Scrive infatti Donini a pag. 317: le variazioni che intervengono nei rapporti sociali si riflettono nelle credenze religiose; ma le idee, una volta entrate nella sovrastruttura – leggasi Potere! – si muovono poi seguendo una loro linea autonoma e di sviluppo che prescinde dalle condizioni di fatto in cui sono sorte. Ed allora perché Donini restò fedele alla politica conservatrice sovietica malgrado l’evidente analogia negativa con l’esperienza cattolica romana, dove lo stesso messaggio di salvezza – e di comunismo senza classi! – viene posposto in un tempo lontano e metastorico? Quale sarà lo strumento di riscatto definitivo e di attuazione di speranza di pace quando tutta la storia dell’URSS era stata costellata da una perdurante tirannia di classe burocratica, che soltanto nel 1989 decadde fra lo sconcerto del Nostro Autore?

Non era stato lo stesso Donini a rilevare come il secondo millennio Cristiano avesse mostrato il volto consolidato di ordine sociale esistente, oltretutto tollerante della corruzione e priva dello stigma di sanzione morale e di consolazione operativa per quella religione di schiavi ed oppressi che l’aveva proclamato nel primo millennio? Contraddizione che Donini visse negli anni di strano attaccamento alla politica filosovietico di Brežnev e di Andropov, maestro e mentore del giovane Putin stante la comune militanza nel KGB.

Forse la coscienza di uomo di studi, in conflitto col Potere laico ed ecclesiastico asservito allo Stato, lo accomuna ad Erasmo da Rotterdam, che, come è noto, ruppe con la Chiesa Romana investita dalla Riforma Protestante e che peraltro mai ebbe a contestare duramente.

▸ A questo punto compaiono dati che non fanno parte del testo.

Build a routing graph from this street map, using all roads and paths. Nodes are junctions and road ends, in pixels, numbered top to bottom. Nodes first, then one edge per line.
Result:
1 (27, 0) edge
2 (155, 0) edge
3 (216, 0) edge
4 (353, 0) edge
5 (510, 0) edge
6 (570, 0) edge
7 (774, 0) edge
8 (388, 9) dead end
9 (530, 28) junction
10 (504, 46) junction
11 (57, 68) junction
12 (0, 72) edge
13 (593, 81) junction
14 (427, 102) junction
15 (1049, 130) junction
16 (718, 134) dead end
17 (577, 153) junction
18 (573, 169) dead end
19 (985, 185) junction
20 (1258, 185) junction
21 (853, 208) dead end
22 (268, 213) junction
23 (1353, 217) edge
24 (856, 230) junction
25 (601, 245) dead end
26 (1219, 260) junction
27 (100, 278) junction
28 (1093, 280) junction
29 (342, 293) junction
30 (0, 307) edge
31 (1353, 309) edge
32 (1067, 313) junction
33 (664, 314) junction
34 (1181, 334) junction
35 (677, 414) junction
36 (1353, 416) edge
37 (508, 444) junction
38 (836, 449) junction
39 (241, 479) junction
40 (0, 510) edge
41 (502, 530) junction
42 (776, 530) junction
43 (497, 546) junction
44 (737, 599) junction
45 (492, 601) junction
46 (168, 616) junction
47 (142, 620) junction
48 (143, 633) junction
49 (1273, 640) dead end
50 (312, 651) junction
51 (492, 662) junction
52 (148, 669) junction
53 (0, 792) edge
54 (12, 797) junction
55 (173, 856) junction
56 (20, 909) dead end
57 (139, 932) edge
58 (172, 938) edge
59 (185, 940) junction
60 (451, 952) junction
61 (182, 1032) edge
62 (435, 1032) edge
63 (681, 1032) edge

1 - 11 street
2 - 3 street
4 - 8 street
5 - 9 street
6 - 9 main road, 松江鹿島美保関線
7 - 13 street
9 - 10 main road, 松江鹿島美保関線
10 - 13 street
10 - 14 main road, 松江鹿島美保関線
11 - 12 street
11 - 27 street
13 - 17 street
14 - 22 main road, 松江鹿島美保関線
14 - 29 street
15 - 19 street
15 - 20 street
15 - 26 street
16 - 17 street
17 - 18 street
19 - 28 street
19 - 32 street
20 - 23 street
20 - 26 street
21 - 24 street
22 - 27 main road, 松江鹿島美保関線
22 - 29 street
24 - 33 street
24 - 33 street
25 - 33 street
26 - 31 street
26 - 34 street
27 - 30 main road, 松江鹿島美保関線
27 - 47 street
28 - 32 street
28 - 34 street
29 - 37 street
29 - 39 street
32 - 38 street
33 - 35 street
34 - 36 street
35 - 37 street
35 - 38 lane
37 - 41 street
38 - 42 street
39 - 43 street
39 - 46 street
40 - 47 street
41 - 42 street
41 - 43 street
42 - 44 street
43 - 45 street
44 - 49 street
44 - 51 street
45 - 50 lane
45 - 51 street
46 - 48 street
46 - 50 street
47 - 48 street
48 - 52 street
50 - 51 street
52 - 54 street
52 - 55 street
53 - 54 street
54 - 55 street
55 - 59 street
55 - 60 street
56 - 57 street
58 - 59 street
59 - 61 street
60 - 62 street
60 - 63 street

Donini ed Erasmo, tanto puntuali nella ricerca filologica tanto convinti nel valore umano che sottostà ad ogni fatto storico e dunque interpreti della Società in cui emergevano interessi dialetticamente opposti alla politica ed alla morale dominante; credevano nella riforma della Sovrastruttura dall’interno, nonché al processo di auto emendamento senza violenti rivolgimenti del sistema dominante.

Oggi per la Chiesa cattolica e per quelle laiche resta la stessa speranza e lo stesso timore. Coerente come pochi marxista negli anni della sua morte (10 giugno 1991), Donini ebbe a dire al giornalista cattolico Vittorio Missori di non avere dubbi sul suo cammino: farei le stesse scelte, non ho bisogno di immortalità, ho vissuto come speravo, ho cercato la fraternità senza sperare ricompense in cielo. Ho compiuto come Paolo la buona battaglia e muoio, ora nella speranza di una futura umanità più giusta!